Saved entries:

━━━━━━━━

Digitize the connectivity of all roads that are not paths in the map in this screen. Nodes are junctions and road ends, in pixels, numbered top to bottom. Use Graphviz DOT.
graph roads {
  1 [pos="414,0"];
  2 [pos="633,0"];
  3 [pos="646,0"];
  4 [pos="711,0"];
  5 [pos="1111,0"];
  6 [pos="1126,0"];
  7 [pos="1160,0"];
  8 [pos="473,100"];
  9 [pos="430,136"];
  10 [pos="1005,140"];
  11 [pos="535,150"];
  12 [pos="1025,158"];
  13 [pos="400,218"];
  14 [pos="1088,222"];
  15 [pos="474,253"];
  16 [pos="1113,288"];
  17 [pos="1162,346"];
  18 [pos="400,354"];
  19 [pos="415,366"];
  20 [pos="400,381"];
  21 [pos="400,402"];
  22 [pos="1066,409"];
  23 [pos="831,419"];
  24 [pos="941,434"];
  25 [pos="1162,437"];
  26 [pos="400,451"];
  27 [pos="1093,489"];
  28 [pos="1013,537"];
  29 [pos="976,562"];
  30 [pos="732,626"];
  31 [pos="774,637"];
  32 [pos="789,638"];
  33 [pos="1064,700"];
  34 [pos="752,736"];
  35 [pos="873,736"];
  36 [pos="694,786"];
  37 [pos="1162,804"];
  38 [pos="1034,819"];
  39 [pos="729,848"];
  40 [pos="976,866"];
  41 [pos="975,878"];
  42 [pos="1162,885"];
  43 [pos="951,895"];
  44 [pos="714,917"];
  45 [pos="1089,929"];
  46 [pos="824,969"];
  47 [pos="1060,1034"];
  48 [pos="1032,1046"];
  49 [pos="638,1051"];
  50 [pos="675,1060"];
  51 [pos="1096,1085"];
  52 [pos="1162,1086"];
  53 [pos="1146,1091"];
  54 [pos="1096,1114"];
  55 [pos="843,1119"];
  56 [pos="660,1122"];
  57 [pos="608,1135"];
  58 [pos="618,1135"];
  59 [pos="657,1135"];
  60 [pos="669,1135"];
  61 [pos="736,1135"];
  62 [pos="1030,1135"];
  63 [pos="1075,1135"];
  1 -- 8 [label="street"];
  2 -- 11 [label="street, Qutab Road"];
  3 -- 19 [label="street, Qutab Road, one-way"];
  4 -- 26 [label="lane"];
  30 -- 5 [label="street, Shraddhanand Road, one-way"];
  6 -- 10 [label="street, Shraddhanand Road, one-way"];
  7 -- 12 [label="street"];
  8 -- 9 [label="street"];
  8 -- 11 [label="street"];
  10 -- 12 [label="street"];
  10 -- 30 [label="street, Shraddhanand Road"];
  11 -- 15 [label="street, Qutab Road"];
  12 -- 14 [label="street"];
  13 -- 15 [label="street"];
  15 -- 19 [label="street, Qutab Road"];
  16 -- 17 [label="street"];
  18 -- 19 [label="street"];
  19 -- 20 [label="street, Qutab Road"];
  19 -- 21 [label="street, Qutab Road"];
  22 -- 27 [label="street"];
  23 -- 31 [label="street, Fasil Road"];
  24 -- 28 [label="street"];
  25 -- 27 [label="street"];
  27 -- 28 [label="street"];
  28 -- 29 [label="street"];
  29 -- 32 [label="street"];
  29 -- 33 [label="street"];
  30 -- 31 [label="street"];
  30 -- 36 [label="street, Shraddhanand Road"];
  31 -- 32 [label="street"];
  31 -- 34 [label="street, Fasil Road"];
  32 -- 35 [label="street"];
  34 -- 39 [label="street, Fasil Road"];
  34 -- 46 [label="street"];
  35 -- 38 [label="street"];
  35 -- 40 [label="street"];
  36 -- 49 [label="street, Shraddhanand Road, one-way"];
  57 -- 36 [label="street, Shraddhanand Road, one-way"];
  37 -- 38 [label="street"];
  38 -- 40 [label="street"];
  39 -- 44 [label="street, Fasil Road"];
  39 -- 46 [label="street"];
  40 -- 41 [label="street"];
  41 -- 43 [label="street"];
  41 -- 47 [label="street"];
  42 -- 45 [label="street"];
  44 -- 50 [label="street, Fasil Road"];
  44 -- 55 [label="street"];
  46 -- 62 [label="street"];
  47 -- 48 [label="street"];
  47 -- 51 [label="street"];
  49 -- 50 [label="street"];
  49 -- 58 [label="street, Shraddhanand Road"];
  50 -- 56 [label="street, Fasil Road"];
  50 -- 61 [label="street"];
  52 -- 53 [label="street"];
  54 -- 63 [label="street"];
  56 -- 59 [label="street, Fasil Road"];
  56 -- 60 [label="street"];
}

━━━━━━━━

- [Exercise instructions]:
Say how many lines in the entries above contain the string "Shraddhanand", offering no other words.

- [Response to this task]:
7